- [EXERCISE]: Copy each line of the material beneath that holds the word "dead".

MATERIAL FOR THIS EXERCISE below:

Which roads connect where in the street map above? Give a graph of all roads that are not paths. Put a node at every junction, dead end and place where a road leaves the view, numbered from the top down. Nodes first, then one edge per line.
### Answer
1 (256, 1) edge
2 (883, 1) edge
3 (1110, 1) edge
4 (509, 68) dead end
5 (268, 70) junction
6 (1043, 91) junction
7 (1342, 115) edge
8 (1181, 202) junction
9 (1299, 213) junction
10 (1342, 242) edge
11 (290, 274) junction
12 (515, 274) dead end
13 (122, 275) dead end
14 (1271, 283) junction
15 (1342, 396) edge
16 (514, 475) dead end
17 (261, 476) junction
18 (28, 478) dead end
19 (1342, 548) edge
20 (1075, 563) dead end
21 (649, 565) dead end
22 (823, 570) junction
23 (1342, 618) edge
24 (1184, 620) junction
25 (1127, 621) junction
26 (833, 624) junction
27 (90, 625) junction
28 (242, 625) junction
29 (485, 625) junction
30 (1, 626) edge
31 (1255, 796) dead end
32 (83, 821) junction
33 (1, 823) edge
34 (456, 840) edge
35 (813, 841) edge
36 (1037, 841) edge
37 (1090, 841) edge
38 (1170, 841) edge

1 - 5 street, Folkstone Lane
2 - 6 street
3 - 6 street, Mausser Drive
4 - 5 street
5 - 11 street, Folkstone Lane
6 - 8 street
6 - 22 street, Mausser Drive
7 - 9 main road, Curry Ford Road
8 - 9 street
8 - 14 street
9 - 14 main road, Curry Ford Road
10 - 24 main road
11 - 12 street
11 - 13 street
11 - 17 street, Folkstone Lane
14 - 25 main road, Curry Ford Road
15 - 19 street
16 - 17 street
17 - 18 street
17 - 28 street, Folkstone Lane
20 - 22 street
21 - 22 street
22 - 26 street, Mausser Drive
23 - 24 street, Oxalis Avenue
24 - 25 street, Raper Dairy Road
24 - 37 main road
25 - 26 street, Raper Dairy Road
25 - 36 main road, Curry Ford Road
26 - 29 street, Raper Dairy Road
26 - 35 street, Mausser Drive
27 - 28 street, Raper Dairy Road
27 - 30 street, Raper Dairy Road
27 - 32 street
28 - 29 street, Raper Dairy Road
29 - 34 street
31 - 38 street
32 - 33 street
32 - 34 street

End of MATERIAL FOR THIS EXERCISE.

- [TASK OUTPUT]:
Which roads connect where in the street map above? Give a graph of all roads that are not paths. Put a node at every junction, dead end and place where a road leaves the view, numbered from the top down. Nodes first, then one edge per line.
4 (509, 68) dead end
12 (515, 274) dead end
13 (122, 275) dead end
16 (514, 475) dead end
18 (28, 478) dead end
20 (1075, 563) dead end
21 (649, 565) dead end
31 (1255, 796) dead end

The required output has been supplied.